Shar is here to see his primary care physician, Capt. Ingrid Pacowski. In the examining room, Pacowski calls up Shar's electronic medical record using the Armed Forces Health Longitudinal Technology Application. She goes through routine questions, asking about his recovery and looking for any new problems.

"Any allergies'"

"Yeah, I.E.D.s," he replies.

Pacowski is part of the Triad of Care, a concept initiated by the Army Medical Action Plan. It calls for a primary care physician; a nurse case manager, who handles the administration of their medical care; and a squad leader, who works with the chain-of-command to solve military issues.

"It's good for them to have a general doctor who can be like their family doc who then helps all the specialists, bringing all their care into one place," Pacowski said. "(They have) some place they can go to sick call; and a doctor they know they can bring their problems to."

Pacowski acts as a medical liaison, delivering medical information to the case manager and chain of command to avoid gaps in treatment.

"The Soldier is getting a comprehensive kind of care in all aspects of their lives," Pacowski said. "Their families are taken care of, their administrative and military stuff is taken care of, their medical side of the house is taken care of, and they've got a nurse case manager who's helping to bring all that stuff together."

The teamwork approach used today originated at the outbreak of World War I, when the resources of Walter Reed surgeons, prosthetists, nurses and therapists were consolidated, and patients were treated by a team to provide consistent and comprehensive treatment.

Large-scale combat led to a sharp increase in the number of Army nurses, and a new focus on patient rehabilitation and therapy.
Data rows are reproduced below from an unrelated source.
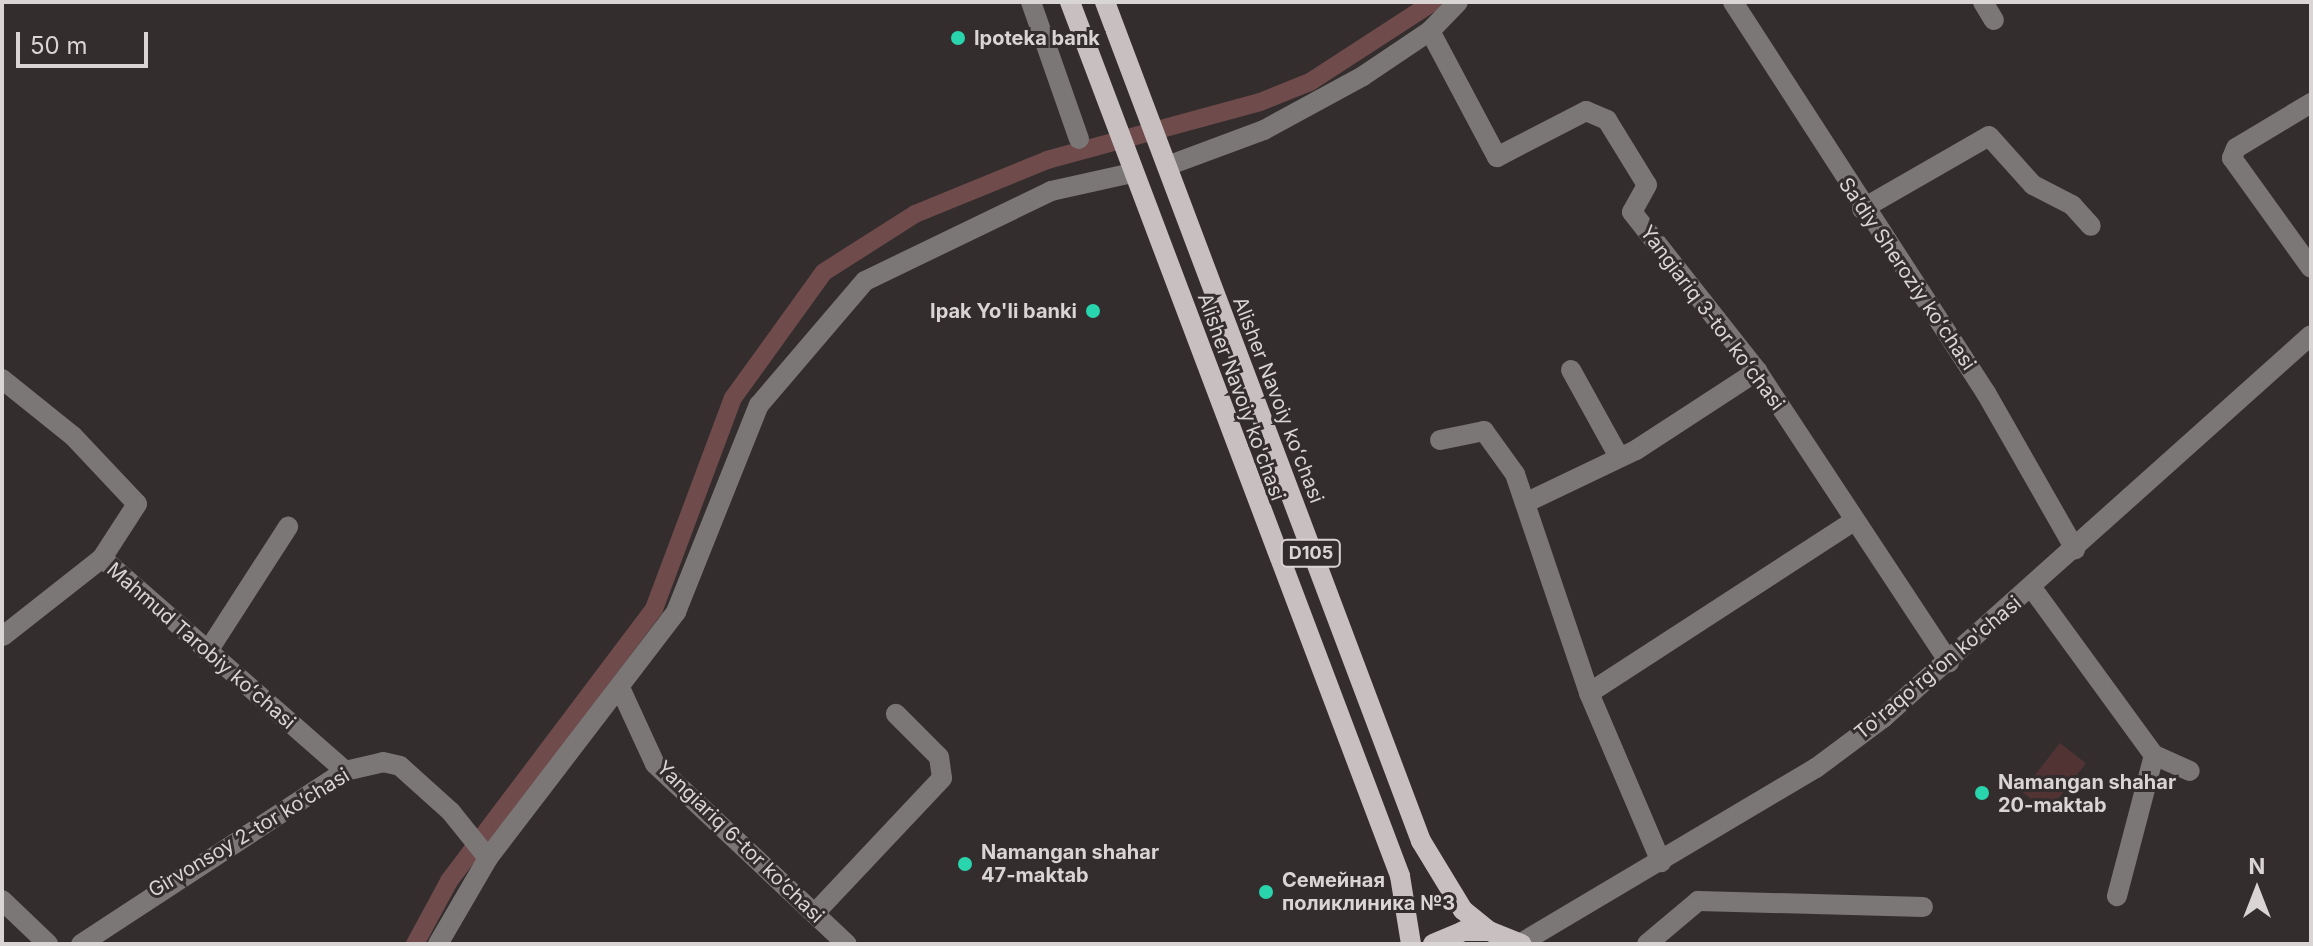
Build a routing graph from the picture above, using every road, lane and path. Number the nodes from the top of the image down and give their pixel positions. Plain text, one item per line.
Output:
1 (1031, 2) edge
2 (1070, 2) edge
3 (1105, 2) edge
4 (1458, 2) edge
5 (1733, 2) edge
6 (1983, 2) edge
7 (1994, 20) dead end
8 (1430, 31) junction
9 (2311, 103) edge
10 (1079, 139) dead end
11 (1164, 162) junction
12 (1131, 168) junction
13 (1862, 209) junction
14 (2091, 226) dead end
15 (2311, 268) edge
16 (2311, 335) edge
17 (1571, 370) dead end
18 (1757, 371) junction
19 (2, 379) edge
20 (1440, 440) dead end
21 (1619, 457) junction
22 (1525, 503) junction
23 (1855, 520) junction
24 (288, 527) dead end
25 (2075, 549) junction
26 (102, 558) junction
27 (2032, 588) junction
28 (3, 636) edge
29 (208, 651) junction
30 (1949, 662) junction
31 (621, 690) junction
32 (1589, 693) junction
33 (896, 714) dead end
34 (2154, 755) junction
35 (345, 771) junction
36 (2190, 771) dead end
37 (486, 855) junction
38 (1661, 862) junction
39 (2117, 896) dead end
40 (2, 900) edge
41 (1923, 907) dead end
42 (815, 913) junction
43 (1489, 931) junction
44 (1553, 936) edge
45 (48, 944) edge
46 (81, 944) edge
47 (438, 944) edge
48 (847, 944) edge
49 (1411, 944) edge
50 (1433, 944) edge
51 (1522, 944) edge
52 (1647, 944) edge

1 - 10 street
2 - 12 main road, Alisher Navoiy ko'chasi / D105
3 - 11 main road, Alisher Navoiy koʻchasi / D105
4 - 8 street
5 - 13 street, Saʼdiy Sheroziy koʻchasi
6 - 7 street
8 - 11 street
8 - 18 street, Yangiariq 3-tor koʻchasi
9 - 15 street
11 - 43 main road, Alisher Navoiy koʻchasi / D105
12 - 31 street
12 - 49 main road, Alisher Navoiy ko'chasi / D105
13 - 14 street
13 - 25 street, Saʼdiy Sheroziy koʻchasi
16 - 25 street, To'raqo'rg'on ko'chasi
17 - 21 street
18 - 21 street
18 - 23 street, Yangiariq 3-tor koʻchasi
19 - 26 street, Mahmud Tarobiy koʻchasi
20 - 22 street
21 - 22 street
22 - 32 street
23 - 30 street, Yangiariq 3-tor koʻchasi
23 - 32 street
24 - 29 street
25 - 27 street, To'raqo'rg'on ko'chasi
26 - 28 street
26 - 29 street, Mahmud Tarobiy koʻchasi
27 - 30 street, To'raqo'rg'on ko'chasi
27 - 34 street
29 - 35 street, Mahmud Tarobiy koʻchasi
30 - 38 street, To'raqo'rg'on ko'chasi
31 - 37 street
31 - 42 street, Yangiаriq 6-tor koʼchasi
32 - 38 street
33 - 42 street
34 - 36 street
34 - 39 street
35 - 37 street, Girvonsoy 2-tor koʼchasi
35 - 46 street, Girvonsoy 2-tor koʼchasi
37 - 47 street
38 - 44 street, To'raqo'rg'on ko'chasi
40 - 45 street
41 - 52 street
42 - 48 street, Yangiаriq 6-tor koʼchasi
43 - 50 main road, D105
43 - 51 main road, D105
44 - 51 street, To'raqo'rg'on ko'chasi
The growing need for specialized therapy led to the evolution of the Occupational Therapy and Physical Reconstruction departments at Walter Reed.
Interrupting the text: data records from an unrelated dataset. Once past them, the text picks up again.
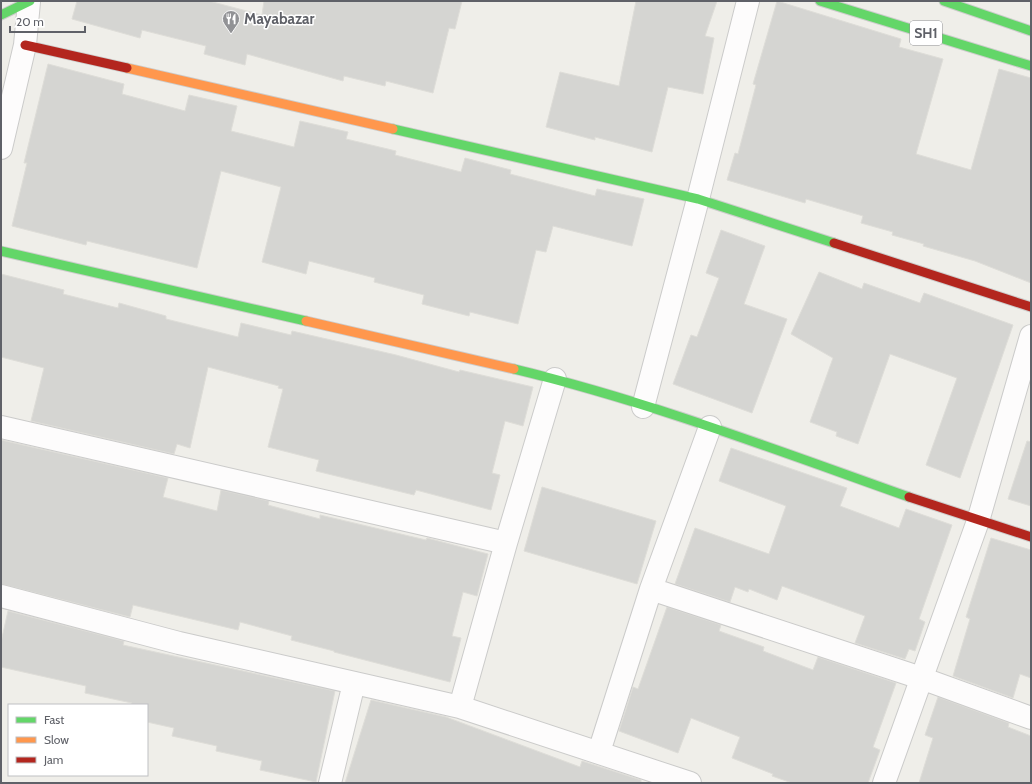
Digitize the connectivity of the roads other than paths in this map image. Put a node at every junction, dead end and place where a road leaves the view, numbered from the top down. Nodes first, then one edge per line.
1 (29, 1) edge
2 (748, 1) edge
3 (820, 1) edge
4 (944, 1) edge
5 (1, 15) edge
6 (1031, 31) edge
7 (25, 45) junction
8 (1031, 66) edge
9 (1, 148) edge
10 (698, 199) junction
11 (1, 251) edge
12 (1031, 307) edge
13 (1031, 336) edge
14 (554, 379) junction
15 (642, 407) junction
16 (1, 427) edge
17 (710, 427) junction
18 (978, 521) junction
19 (1031, 538) edge
20 (506, 543) junction
21 (651, 589) junction
22 (1, 596) edge
23 (921, 678) junction
24 (354, 683) junction
25 (460, 707) junction
26 (1031, 718) edge
27 (599, 752) junction
28 (330, 783) edge
29 (690, 783) edge
30 (884, 783) edge

1 - 5 street
1 - 7 street
2 - 10 street
3 - 8 street, SH1
4 - 6 street, SH1
7 - 9 street
7 - 10 street
10 - 12 street
10 - 15 street
11 - 14 street
13 - 18 street
14 - 15 street
14 - 20 street
15 - 17 street
16 - 20 street
17 - 18 street
17 - 21 street
18 - 19 street
18 - 23 street
20 - 25 street
21 - 23 street
21 - 27 street
22 - 24 street
23 - 26 street
23 - 30 street
24 - 25 street
24 - 28 street
25 - 27 street
27 - 29 street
"The wounds they came back with, what we saw at Walter Reed, was a result of what happened in Europe. They were out to save lives, ensure survivability. The idea of how much of a limb or muscle mass to take wasn't realized," Fleek said. "In World War I we had a lot of amputees. It was like the opening of modern medicine."

Colonel Norvel Van Coots, commander of the Walter Reed Health Care System, said many of Walter Reed's recent improvements were brought on by Operations Enduring Freedom and Iraqi Freedom.
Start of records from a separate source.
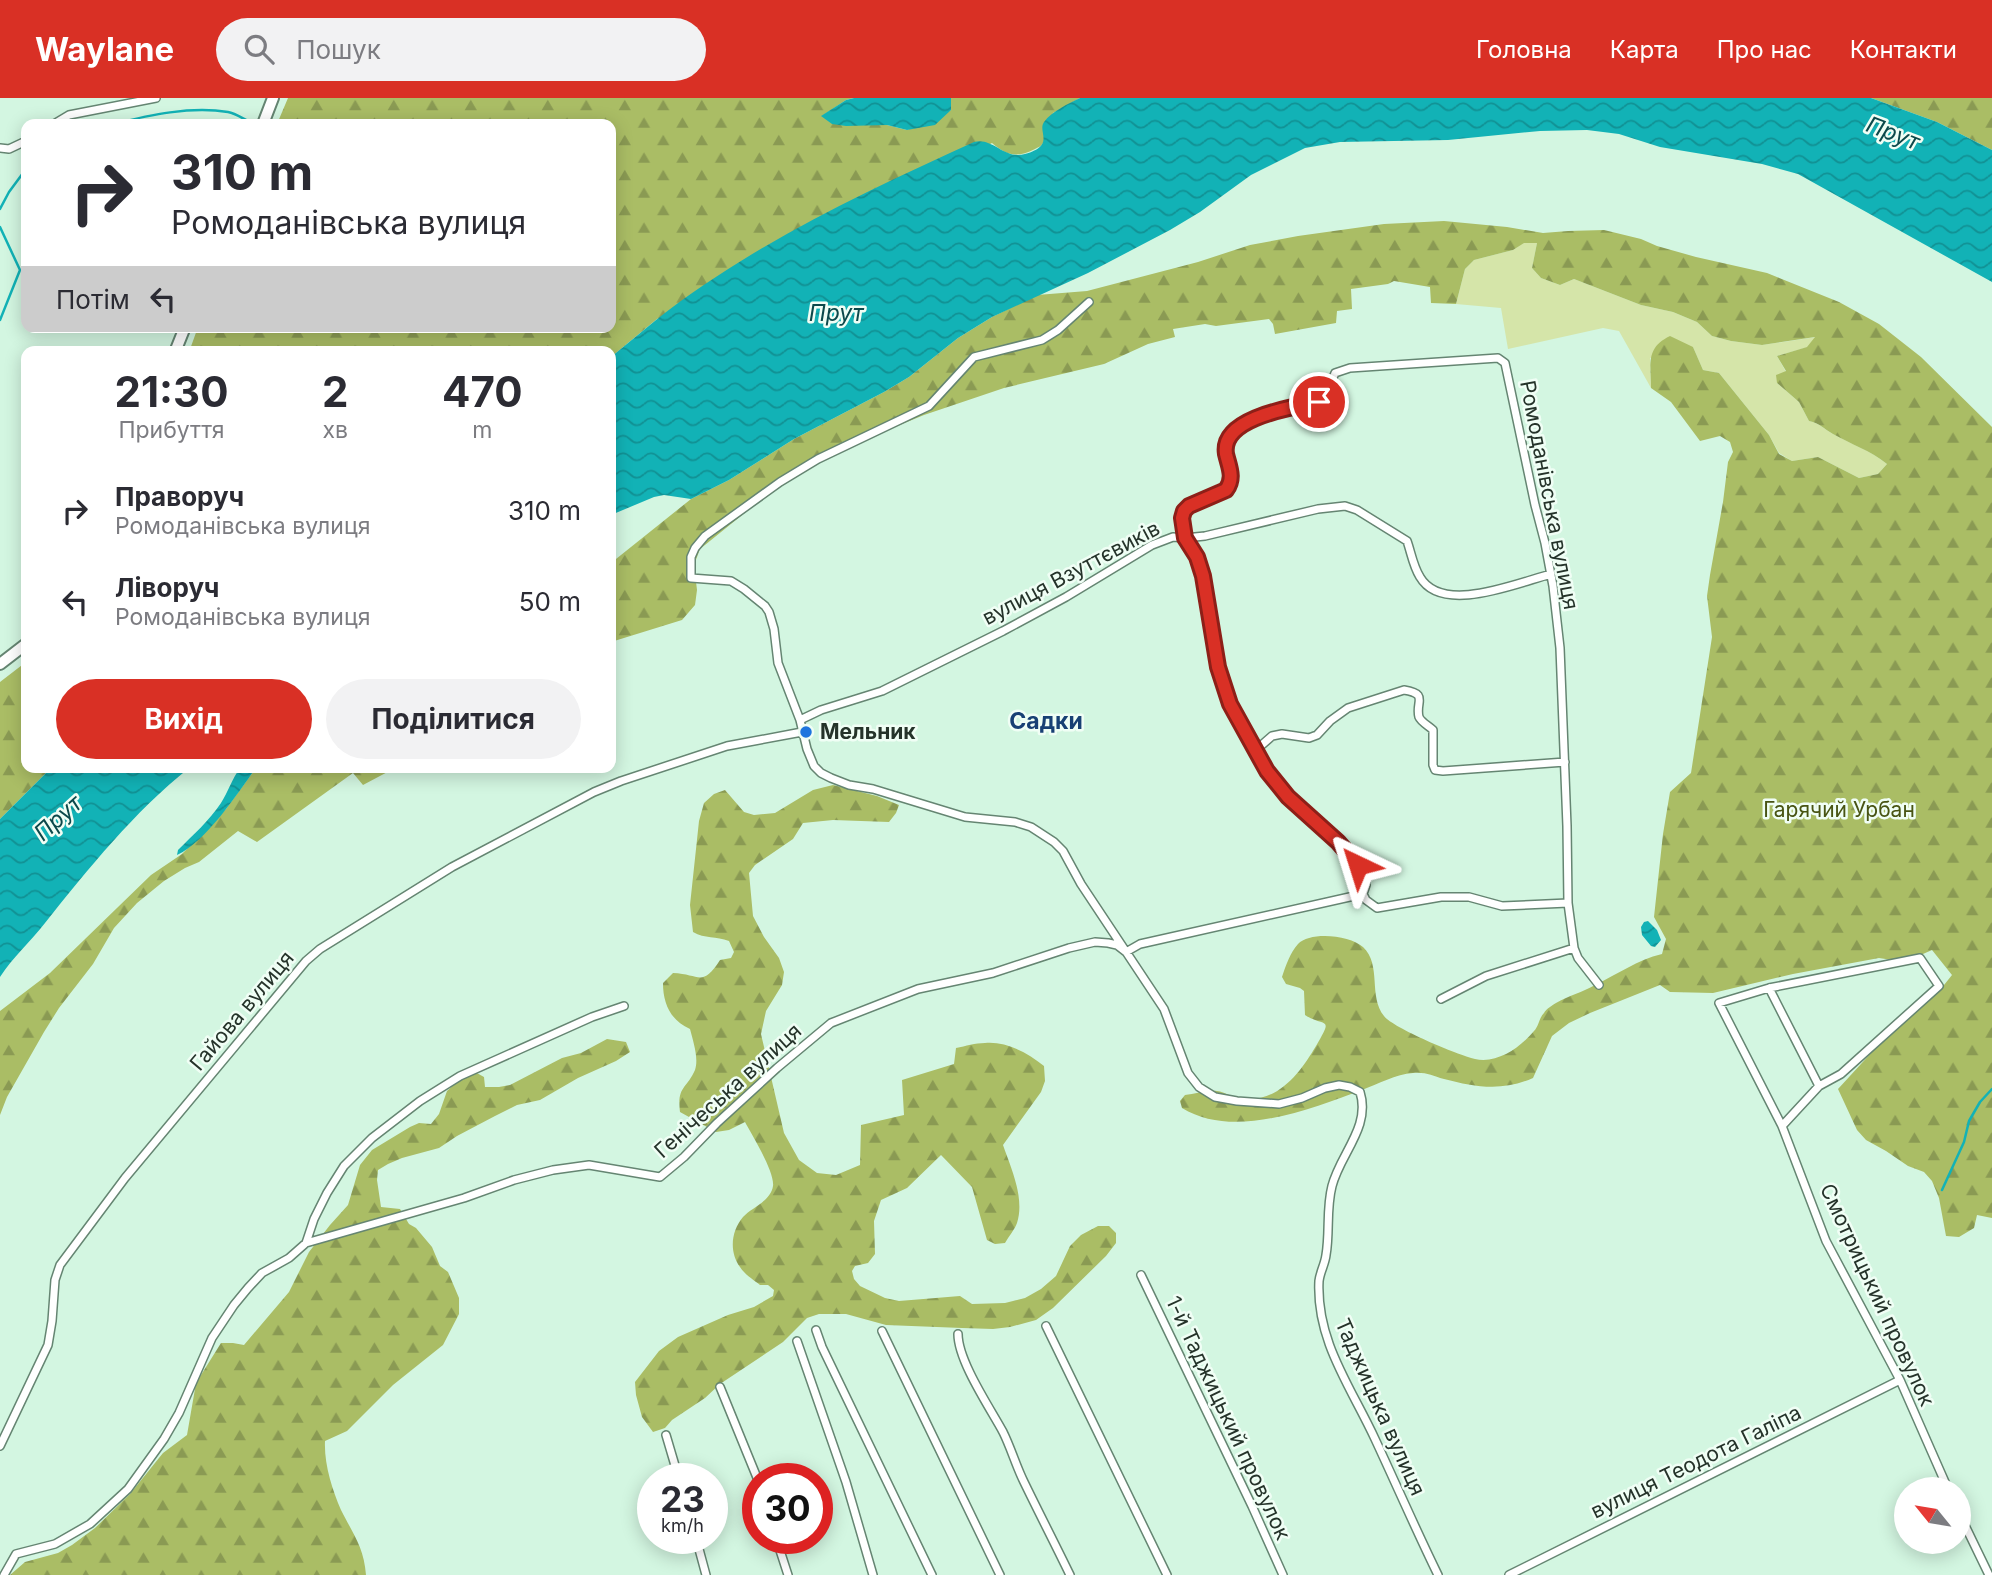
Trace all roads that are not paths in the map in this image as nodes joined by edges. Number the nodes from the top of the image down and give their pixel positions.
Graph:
1 (156, 98) edge
2 (273, 98) edge
3 (62, 119) edge
4 (265, 119) edge
5 (21, 143) edge
6 (0, 148) edge
7 (1089, 302) dead end
8 (1185, 538) junction
9 (1551, 574) junction
10 (21, 648) edge
11 (0, 664) edge
12 (800, 720) junction
13 (802, 732) junction
14 (1256, 750) junction
15 (1565, 762) junction
16 (1363, 894) junction
17 (1568, 903) junction
18 (1574, 948) junction
19 (1126, 952) junction
20 (1599, 985) dead end
21 (1769, 988) junction
22 (1441, 999) dead end
23 (624, 1006) dead end
24 (1819, 1086) junction
25 (1782, 1126) junction
26 (306, 1243) junction
27 (1141, 1275) dead end
28 (1045, 1326) dead end
29 (816, 1330) dead end
30 (881, 1331) dead end
31 (958, 1334) dead end
32 (797, 1341) dead end
33 (1900, 1380) junction
34 (720, 1387) dead end
35 (666, 1435) dead end
36 (0, 1446) edge
37 (674, 1463) edge
38 (751, 1463) edge
39 (1943, 1477) edge
40 (1971, 1538) edge
41 (700, 1554) edge
42 (781, 1554) edge
43 (4, 1575) edge
44 (706, 1575) edge
45 (788, 1575) edge
46 (873, 1575) edge
47 (932, 1575) edge
48 (1000, 1575) edge
49 (1070, 1575) edge
50 (1167, 1575) edge
51 (1283, 1575) edge
52 (1438, 1575) edge
53 (1509, 1575) edge
54 (1989, 1575) edge

1 - 3 street
2 - 4 street
5 - 6 street
7 - 12 street
8 - 9 street
8 - 9 street, Ромоданівська вулиця
8 - 12 street, вулиця Взуттєвиків
8 - 14 street, вулиця Взуттєвиків
9 - 15 street, Ромоданівська вулиця
10 - 11 street
12 - 13 street
13 - 19 street
13 - 36 street, Гайова вулиця
14 - 15 street
14 - 16 street, вулиця Взуттєвиків
15 - 17 street, Ромоданівська вулиця
16 - 17 street
16 - 19 street
17 - 18 street, Ромоданівська вулиця
18 - 20 street
18 - 22 street
19 - 26 street, Генічеська вулиця
19 - 52 street, Таджицька вулиця
21 - 24 street
21 - 24 street
21 - 25 street, Смотрицький провулок
23 - 26 street
24 - 25 street
25 - 33 street, Смотрицький провулок
26 - 43 street
27 - 51 street, 1-й Таджицький провулок
28 - 50 street
29 - 47 street
30 - 48 street
31 - 49 street
32 - 46 street
33 - 39 street, Смотрицький провулок
33 - 53 street, вулиця Теодота Галіпа
34 - 38 street
35 - 37 street
40 - 54 street
41 - 44 street
42 - 45 street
"Each of these improvements occurred because we rose to the challenge of sparing no expense (and) no effort in taking care of these deserving men and women," Coots said. "While each requires constant monitoring and effort to ensure we are meeting the needs of our warriors in transition, I believe these developments have made 'the Home of Warrior Care' a reality, and not just a slogan."

"Hundreds of thousands of people have passed through those gates and have been healed," Fleek added, "and not just the patients, the staff too... these guys are doctors and nurses because it's in their blood."

Craig Coleman and Kristin Ellis work at Walter Reed AMC public affairs.